__WHAT TO PRODUCE__:
Which lines in the data below contain the word "Schennaerstraße"? Return each of them.

__Stored entries__:
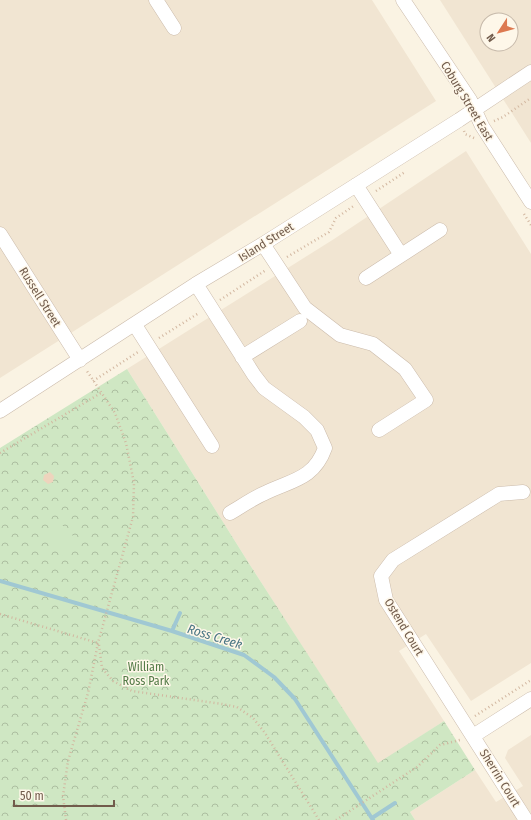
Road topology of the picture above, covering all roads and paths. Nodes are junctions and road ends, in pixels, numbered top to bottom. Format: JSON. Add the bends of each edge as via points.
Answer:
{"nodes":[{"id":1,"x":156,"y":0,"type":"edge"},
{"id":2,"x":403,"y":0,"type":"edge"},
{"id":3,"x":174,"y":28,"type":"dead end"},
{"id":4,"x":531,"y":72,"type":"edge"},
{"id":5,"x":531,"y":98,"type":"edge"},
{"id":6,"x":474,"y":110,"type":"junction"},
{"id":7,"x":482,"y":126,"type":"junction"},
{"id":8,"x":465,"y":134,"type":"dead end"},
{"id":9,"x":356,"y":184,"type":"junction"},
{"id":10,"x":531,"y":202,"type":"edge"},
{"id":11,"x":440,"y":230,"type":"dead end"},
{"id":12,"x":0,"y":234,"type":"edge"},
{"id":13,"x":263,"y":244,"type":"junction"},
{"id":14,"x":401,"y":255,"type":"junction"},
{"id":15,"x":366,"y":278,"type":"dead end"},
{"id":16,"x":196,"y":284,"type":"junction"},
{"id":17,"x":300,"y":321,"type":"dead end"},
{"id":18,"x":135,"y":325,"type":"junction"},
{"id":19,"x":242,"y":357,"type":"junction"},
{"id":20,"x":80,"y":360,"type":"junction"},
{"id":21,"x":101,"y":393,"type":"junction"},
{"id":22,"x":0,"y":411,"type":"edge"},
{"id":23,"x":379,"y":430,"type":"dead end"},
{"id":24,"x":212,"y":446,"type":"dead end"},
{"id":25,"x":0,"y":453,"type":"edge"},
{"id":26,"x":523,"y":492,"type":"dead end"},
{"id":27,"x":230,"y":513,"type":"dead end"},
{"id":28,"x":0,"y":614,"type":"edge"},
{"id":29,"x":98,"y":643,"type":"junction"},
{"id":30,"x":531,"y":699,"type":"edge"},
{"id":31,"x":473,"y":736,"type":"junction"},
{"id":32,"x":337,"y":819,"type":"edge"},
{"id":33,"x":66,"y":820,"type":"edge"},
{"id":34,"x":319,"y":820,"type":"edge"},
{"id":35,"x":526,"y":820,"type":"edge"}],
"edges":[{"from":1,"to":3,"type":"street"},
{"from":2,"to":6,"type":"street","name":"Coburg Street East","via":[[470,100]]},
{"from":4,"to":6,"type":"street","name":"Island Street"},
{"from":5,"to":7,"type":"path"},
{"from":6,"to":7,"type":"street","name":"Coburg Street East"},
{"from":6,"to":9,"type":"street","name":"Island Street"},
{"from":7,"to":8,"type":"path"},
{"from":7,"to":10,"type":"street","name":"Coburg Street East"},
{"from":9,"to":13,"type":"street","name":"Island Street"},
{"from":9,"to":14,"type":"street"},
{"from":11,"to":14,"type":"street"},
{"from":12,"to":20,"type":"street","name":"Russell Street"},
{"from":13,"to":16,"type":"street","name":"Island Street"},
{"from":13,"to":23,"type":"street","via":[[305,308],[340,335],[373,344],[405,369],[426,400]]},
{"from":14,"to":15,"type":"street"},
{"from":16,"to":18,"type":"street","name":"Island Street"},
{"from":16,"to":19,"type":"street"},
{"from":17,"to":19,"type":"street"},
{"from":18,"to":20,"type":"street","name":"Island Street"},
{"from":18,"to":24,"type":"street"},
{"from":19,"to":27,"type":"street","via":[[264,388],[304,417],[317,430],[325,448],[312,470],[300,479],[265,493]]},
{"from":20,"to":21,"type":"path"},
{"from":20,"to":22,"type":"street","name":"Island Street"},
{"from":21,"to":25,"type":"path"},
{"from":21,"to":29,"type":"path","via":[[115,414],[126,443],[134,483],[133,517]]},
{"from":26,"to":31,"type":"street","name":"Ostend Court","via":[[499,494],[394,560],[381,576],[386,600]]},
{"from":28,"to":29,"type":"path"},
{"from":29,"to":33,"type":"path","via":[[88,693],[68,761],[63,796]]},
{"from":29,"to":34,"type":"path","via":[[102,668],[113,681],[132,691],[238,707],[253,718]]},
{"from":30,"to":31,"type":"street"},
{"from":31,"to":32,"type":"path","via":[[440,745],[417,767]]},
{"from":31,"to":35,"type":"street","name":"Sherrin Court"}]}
...
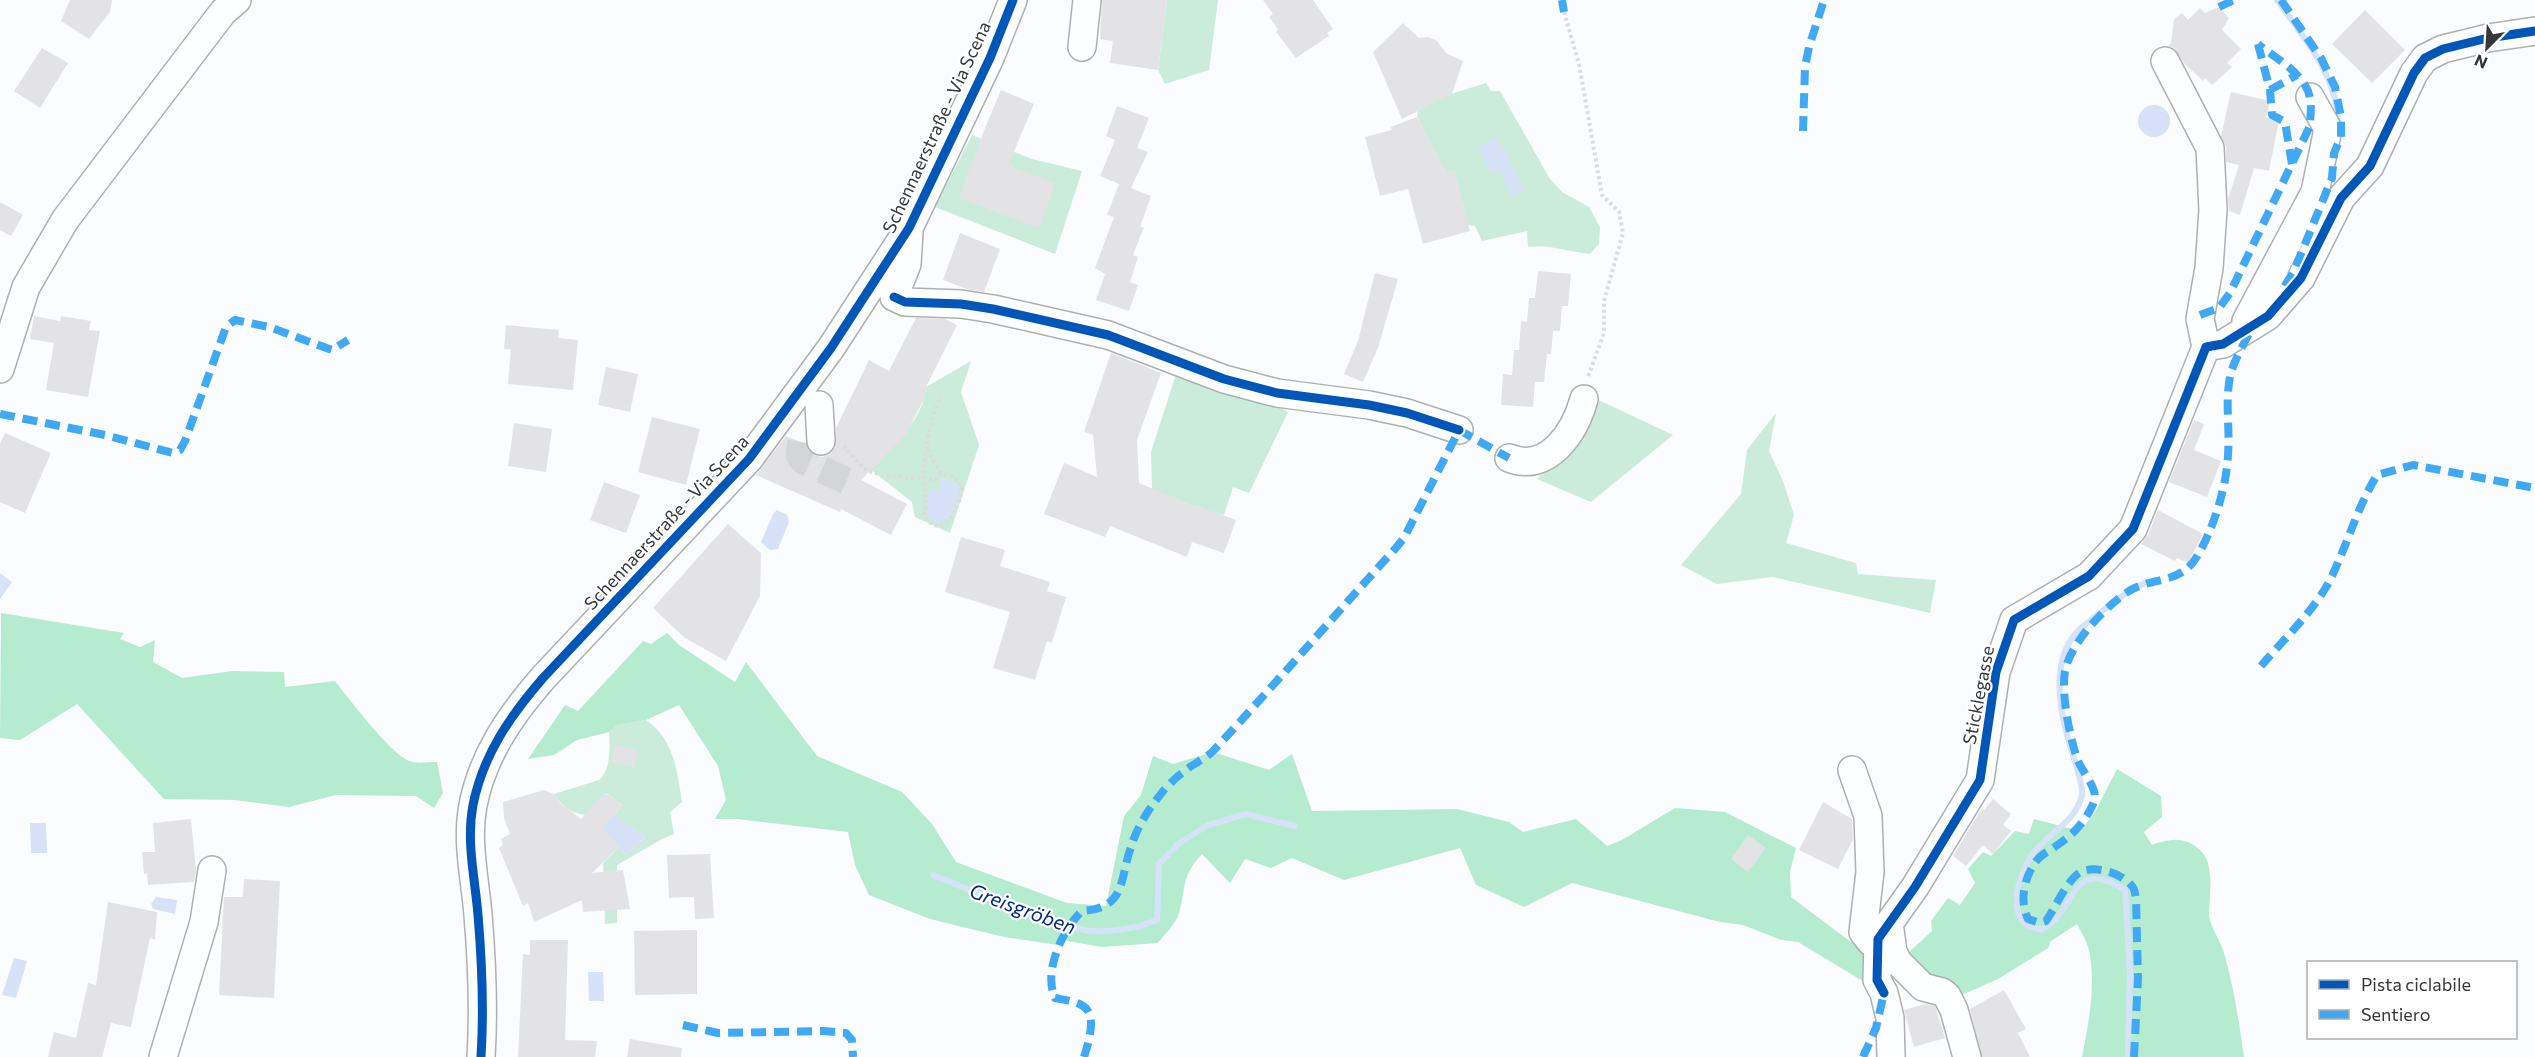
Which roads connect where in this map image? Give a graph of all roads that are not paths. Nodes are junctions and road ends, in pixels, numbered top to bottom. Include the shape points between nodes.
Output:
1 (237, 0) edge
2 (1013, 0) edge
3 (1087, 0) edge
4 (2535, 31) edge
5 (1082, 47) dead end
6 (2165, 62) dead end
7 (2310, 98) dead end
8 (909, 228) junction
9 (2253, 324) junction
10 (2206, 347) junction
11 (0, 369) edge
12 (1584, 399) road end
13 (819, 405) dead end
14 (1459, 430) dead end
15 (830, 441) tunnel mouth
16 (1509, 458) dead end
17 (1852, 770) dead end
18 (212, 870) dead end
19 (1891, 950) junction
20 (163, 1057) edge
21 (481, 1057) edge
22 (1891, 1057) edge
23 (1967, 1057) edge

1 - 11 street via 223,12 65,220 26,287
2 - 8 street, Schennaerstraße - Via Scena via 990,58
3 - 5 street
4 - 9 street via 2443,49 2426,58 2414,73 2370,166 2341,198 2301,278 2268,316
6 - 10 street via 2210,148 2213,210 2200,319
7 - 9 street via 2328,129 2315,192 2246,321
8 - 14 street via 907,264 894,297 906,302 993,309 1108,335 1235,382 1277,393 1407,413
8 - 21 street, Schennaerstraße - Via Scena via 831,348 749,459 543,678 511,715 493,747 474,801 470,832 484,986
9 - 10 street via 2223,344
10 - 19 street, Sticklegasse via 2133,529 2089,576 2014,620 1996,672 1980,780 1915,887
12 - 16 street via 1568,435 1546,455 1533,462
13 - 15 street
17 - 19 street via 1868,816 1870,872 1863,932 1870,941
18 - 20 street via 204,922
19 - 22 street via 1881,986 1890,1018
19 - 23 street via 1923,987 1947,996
...
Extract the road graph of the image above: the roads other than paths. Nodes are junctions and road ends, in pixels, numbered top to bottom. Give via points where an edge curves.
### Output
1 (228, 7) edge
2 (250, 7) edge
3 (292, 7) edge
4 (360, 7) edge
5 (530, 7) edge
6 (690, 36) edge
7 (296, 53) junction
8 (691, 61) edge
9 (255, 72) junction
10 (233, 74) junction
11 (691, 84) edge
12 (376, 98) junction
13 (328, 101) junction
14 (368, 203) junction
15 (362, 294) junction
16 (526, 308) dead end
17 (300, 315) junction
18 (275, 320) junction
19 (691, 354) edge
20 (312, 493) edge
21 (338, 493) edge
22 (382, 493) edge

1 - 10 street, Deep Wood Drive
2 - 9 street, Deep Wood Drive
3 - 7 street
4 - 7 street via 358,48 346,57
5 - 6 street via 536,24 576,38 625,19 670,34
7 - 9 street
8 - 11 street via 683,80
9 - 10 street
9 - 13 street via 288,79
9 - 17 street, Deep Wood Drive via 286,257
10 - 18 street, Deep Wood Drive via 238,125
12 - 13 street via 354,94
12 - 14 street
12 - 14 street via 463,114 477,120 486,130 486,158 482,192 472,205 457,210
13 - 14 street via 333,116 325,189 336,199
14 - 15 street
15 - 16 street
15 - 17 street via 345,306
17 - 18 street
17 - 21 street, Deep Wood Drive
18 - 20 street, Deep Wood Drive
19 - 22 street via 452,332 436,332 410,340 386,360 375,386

__REPLY TO THE EXERCISE__:
2 - 8 street, Schennaerstraße - Via Scena via 990,58
8 - 21 street, Schennaerstraße - Via Scena via 831,348 749,459 543,678 511,715 493,747 474,801 470,832 484,986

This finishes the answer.